Les deux hommes souriaient, leurs yeux fixés sur la jeune fille, ils la regardaient admiratifs.

— Mon ami, dit Cleto Pizanni, vous aurez, grâce à moi, une délicieuse compagne. Ma petite Véga, élevée en liberté, n’est pas très instruite en fait d’usages mondains, mais sa native délicatesse la préserve de toute faute de goût ou de cœur, elle est vibrante et spontanée. Elle ne sait pas grand’chose non plus en histoire et en littérature, vous pourrez dans vos causeries et vos voyages l’instruire utilement. Quant à ce qui est de la science, il est probable qu’elle vous en remontrerait…

— Sans peine. Je n’ai jamais guère appris que les lettres que j’aimais, la poésie, la théologie surtout me passionnait avec ses troublantes interprétations. L’art de la guerre à l’école des cadets m’intéressait ; pour la science, je suis novice.

— Chez nous, à l’île de la Stella Negra, nous sommes arrivés, j’ose le dire, au summum de ce que l’homme peut dérober à l’inconnu : nos travaux, nos découvertes, sont aptes — j’en suis certain, — à modifier profondément l’avenir des hommes. Nous n’avons rien montré à Véga, ces graves et dangereuses manipulations n’étaient point de son ressort, mais elle a vu les expériences, les résultats, et je crois qu’en causant avec elle, vous pourrez être sûr de ne jamais connaître l’ennui.

— Je partage absolument votre avis, signor impresario, ce que j’ai déjà vu et entendu me montre le plaisir qui m’attend. Ma délicieuse compagne échangera avec moi d’intéressantes leçons.

— Et nous partirons dans les forêts, j’ai bien peu vu Paris, Monsieur, et cependant déjà je sens que je ne saurais m’y plaire.

— Pourquoi, ma chère enfant ?

— … par intuition. Je ne sais jamais pourquoi je veux une chose, je ne déduis pas…

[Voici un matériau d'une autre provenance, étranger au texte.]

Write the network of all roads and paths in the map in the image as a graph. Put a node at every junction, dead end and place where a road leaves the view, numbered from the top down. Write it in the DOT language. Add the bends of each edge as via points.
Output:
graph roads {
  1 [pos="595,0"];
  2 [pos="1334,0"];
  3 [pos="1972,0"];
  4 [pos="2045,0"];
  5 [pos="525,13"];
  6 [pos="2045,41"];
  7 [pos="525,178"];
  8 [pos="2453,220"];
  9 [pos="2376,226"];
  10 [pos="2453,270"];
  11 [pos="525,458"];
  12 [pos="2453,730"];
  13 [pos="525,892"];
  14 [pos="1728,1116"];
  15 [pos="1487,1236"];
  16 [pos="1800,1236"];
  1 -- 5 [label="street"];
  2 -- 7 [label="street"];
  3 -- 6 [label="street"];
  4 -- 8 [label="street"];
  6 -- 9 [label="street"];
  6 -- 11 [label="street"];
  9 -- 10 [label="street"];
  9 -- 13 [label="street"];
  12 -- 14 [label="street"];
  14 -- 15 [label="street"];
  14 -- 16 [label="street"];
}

— Mon cher hôte, interrompit l’Italien, vous aurez le temps de causer avec Véga, avec moi beaucoup moins, voudriez-vous un peu vous priver de ses attractives répliques en cessant de les provoquer, et revenir encore au sujet qu’interrompit le dîner. En parlant ce soir, je voudrais mieux vous connaître. J’ai accepté l’offre aimable de loger chez vous en compagnie de mon oiselle, parce que tous les compagnons de la Stella Negra sont frères et se doivent aider, je suis prêt à vous donner les pouvoirs dont je dispose, au besoin mon sang… je vous laisse encore plus en vous laissant l’enfant de mon cœur, et malgré cela, j’en suis à ignorer presque tout de votre caractère, de votre vie, de vos aspirations.

— J’achèverai donc ma courte histoire ; sans racines, elle est flottante, incertaine comme le flot. Une vague me jette, une vague m’emporte. Au moment où je débarquais à la gare de Paris, un Monsieur que je ne connaissais nullement m’aborda. Chapeau en main, il me saluait avec une aisance respectueuse.

— Monsieur le comte de San-Remo ? fit-il.

— Oui, Monsieur, répondis-je surpris. Je n’ai pas l’honneur de vous avoir déjà rencontré.

— Ce détail est sans importance, Monsieur, je suis envoyé vers vous par votre notaire dont je suis le premier clerc.

— J’ignorais avoir un notaire à Paris.

— Il fut cependant prévenu de votre arrivée, Monsieur. Me Calixte Parchemineau, mon patron, vous attend à son étude, avenue de l’Opéra, aussitôt qu’il vous plaira.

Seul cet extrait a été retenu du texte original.